Exercise data:
++++++

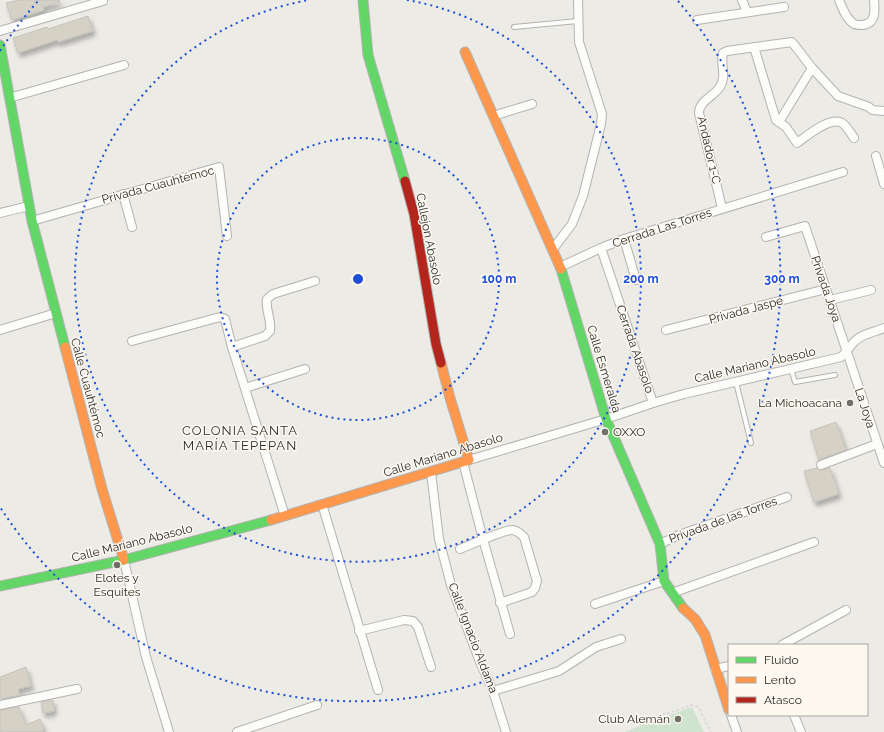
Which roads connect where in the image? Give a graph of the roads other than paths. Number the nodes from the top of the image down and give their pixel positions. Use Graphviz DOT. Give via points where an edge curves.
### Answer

++++++

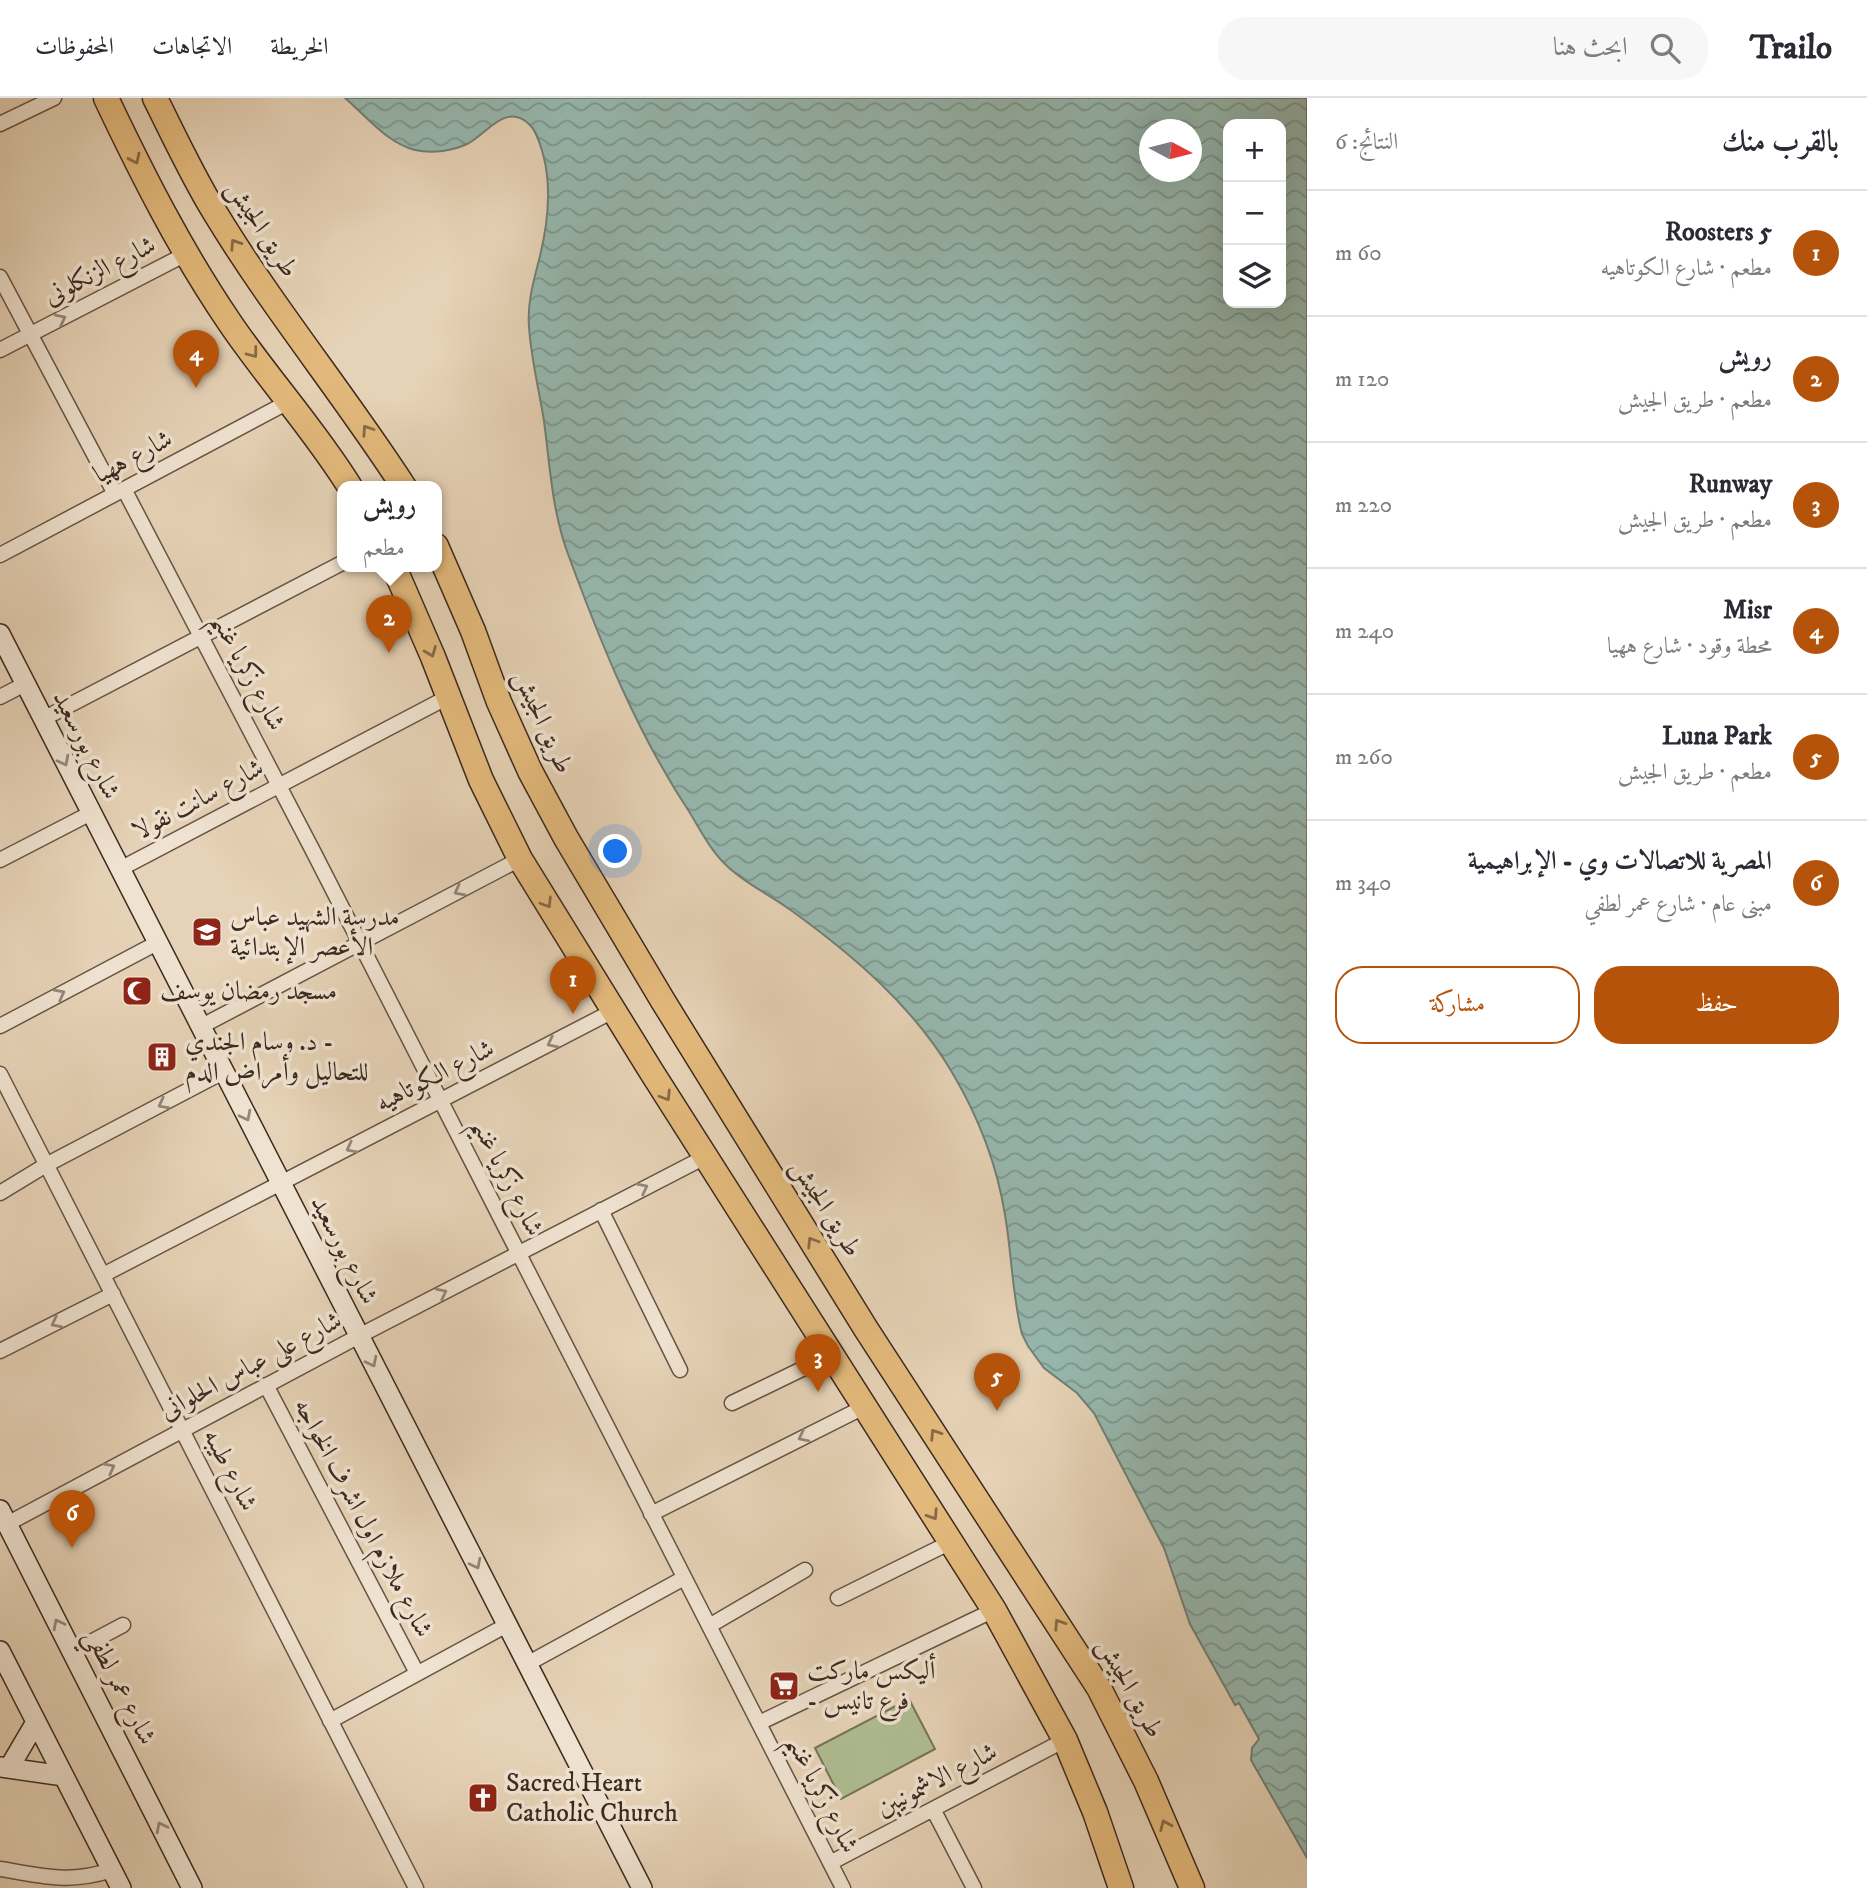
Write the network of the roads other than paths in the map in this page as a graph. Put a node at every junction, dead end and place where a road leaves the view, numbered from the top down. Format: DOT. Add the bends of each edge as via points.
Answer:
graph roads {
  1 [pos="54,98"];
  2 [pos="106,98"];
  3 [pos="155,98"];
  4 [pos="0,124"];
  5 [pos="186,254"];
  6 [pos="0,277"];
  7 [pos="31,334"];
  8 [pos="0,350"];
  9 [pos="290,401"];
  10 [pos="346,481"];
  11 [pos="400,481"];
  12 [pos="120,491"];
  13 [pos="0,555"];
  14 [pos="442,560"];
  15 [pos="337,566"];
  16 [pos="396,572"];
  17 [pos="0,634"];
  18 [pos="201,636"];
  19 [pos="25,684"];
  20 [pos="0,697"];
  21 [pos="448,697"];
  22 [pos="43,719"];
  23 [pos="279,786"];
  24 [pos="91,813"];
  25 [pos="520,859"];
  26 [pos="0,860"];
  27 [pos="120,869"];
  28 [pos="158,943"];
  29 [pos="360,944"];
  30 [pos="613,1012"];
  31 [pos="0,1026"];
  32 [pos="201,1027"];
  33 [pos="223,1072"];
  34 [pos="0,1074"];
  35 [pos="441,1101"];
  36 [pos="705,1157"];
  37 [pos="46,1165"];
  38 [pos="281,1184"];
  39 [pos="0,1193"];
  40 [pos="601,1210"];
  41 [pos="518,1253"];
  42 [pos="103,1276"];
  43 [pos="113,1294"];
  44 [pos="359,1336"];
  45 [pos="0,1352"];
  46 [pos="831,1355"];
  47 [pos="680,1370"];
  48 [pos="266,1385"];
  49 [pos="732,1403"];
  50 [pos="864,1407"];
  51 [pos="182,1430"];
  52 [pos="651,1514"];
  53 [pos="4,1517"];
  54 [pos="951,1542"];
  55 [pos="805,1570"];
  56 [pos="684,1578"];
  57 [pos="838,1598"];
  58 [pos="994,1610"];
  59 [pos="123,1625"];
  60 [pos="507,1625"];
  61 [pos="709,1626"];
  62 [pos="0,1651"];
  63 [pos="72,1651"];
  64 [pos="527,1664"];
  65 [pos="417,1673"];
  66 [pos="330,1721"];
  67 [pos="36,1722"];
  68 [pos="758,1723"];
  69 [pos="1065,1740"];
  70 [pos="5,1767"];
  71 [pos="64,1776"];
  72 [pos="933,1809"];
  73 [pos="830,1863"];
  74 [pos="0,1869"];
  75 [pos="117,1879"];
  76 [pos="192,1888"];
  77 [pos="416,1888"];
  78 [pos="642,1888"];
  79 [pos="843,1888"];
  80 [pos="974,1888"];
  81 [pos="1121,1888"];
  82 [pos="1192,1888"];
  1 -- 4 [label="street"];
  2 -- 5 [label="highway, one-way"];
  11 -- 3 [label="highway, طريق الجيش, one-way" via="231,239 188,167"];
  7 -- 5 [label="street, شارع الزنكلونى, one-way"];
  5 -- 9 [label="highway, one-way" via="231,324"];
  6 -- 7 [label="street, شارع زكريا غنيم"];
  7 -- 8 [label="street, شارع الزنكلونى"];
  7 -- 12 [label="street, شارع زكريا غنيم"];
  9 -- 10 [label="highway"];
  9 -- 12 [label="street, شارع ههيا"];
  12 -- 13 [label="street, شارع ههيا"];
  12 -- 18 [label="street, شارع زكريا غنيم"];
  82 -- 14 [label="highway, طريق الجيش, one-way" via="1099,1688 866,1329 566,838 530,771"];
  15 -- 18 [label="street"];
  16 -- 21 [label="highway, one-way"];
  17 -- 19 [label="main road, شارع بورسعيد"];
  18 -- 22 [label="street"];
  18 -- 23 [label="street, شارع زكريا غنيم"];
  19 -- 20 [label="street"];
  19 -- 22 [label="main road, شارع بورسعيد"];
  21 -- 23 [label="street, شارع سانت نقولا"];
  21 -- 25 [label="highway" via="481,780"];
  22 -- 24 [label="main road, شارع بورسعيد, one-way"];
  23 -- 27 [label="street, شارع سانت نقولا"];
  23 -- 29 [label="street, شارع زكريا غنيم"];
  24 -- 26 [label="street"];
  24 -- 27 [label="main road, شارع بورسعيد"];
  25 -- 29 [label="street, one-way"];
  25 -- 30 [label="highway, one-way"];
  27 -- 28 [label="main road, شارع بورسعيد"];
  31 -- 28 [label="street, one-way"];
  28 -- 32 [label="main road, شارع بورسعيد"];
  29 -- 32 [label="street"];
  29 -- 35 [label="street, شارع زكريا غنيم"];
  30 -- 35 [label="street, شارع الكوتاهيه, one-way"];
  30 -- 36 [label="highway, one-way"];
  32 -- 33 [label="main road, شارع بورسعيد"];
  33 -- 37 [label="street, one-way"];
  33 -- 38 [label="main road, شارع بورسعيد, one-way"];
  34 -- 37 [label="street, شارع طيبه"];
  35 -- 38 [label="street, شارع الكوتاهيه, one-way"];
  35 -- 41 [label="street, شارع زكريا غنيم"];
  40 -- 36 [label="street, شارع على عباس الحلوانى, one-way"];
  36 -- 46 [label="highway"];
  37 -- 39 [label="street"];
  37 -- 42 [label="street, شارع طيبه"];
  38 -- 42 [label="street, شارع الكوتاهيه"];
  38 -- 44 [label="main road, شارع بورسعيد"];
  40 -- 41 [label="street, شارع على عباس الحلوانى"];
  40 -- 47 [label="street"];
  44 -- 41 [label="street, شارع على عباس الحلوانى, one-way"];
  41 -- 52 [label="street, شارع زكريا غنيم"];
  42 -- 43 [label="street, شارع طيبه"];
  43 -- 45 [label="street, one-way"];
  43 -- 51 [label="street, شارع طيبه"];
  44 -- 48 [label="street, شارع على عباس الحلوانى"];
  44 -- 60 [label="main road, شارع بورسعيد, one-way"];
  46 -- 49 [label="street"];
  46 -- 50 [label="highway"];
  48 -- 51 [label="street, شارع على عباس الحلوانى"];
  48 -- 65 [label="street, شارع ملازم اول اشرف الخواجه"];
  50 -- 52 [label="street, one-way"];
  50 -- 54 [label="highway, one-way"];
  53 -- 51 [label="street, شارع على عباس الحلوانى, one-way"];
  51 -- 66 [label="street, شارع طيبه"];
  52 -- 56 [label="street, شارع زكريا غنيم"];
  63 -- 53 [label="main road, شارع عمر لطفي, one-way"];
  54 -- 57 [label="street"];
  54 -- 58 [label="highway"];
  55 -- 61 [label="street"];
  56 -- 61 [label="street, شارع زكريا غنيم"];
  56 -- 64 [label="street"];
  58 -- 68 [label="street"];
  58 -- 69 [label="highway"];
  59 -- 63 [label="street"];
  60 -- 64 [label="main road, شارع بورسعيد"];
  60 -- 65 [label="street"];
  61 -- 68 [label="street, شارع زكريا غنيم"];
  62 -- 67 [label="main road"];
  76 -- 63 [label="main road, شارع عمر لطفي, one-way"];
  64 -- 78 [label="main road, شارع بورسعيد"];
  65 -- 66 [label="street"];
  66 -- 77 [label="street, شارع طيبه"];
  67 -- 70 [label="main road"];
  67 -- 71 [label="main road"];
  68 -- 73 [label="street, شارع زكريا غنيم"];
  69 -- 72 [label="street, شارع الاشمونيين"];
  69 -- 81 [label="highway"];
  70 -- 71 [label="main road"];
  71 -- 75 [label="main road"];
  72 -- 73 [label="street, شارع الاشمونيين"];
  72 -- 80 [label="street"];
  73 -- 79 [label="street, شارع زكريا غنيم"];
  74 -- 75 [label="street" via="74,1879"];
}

++++++

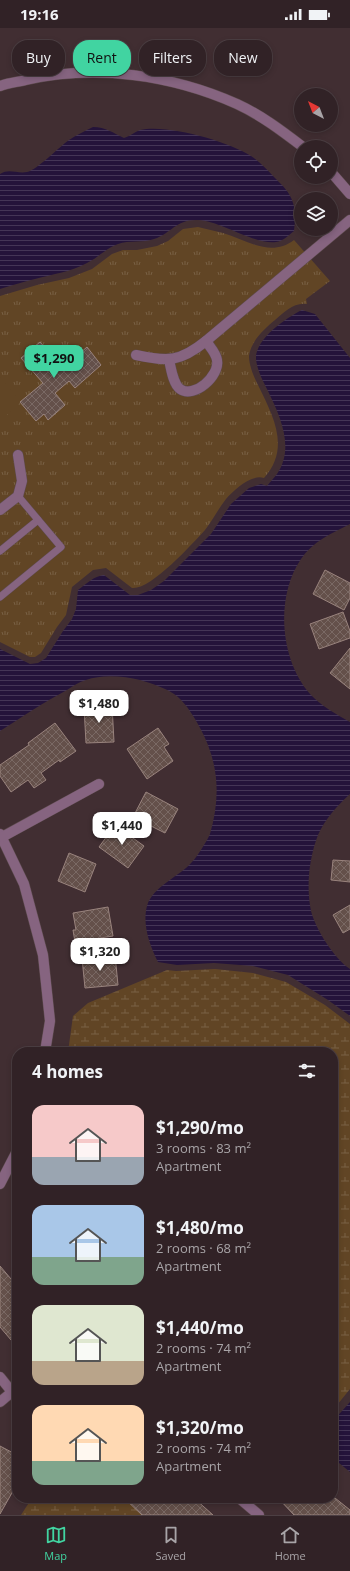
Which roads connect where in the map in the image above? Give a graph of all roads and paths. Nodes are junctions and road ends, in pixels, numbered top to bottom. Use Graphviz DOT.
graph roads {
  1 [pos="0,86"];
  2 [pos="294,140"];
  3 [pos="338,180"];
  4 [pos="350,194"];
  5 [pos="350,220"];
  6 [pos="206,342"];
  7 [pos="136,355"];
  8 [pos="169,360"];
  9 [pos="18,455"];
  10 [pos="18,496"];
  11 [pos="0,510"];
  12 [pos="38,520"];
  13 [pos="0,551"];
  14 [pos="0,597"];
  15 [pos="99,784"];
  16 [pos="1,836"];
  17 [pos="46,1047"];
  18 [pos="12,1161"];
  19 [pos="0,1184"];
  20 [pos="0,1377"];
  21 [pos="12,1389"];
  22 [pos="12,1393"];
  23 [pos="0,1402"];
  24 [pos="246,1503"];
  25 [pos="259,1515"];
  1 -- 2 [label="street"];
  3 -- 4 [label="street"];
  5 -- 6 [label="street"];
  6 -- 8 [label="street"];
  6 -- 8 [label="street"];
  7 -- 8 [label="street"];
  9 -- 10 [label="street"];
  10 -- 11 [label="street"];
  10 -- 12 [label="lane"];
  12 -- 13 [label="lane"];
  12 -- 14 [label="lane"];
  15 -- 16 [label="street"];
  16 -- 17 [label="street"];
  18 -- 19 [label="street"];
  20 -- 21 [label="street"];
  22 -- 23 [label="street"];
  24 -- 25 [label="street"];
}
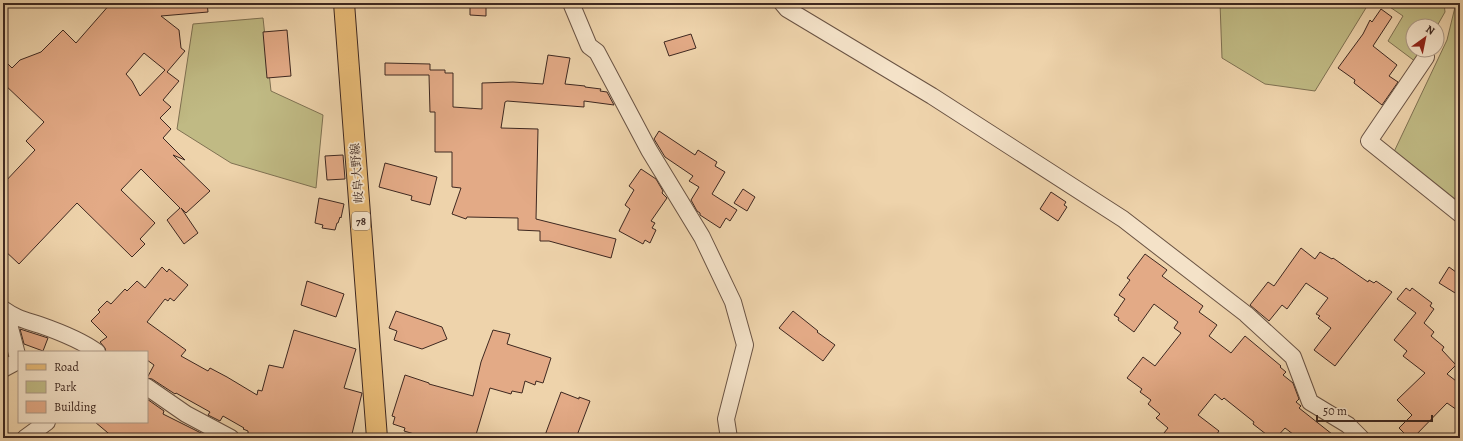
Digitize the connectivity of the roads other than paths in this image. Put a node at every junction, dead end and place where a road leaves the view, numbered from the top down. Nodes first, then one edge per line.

++++++

Activity: Please copy out each line of the material that holds the string "edge".

Written answer:
Which roads connect where in the image? Give a graph of the roads other than paths. Number the nodes from the top of the image down and give their pixel positions. Use Graphviz DOT. Give via points where an edge curves.
Write the network of the roads other than paths in the map in this page as a graph. Put a node at every junction, dead end and place where a road leaves the view, numbered from the top down. Format: DOT. Add the bends of each edge as via points.
Digitize the connectivity of the roads other than paths in this image. Put a node at every junction, dead end and place where a road leaves the view, numbered from the top down. Nodes first, then one edge per line.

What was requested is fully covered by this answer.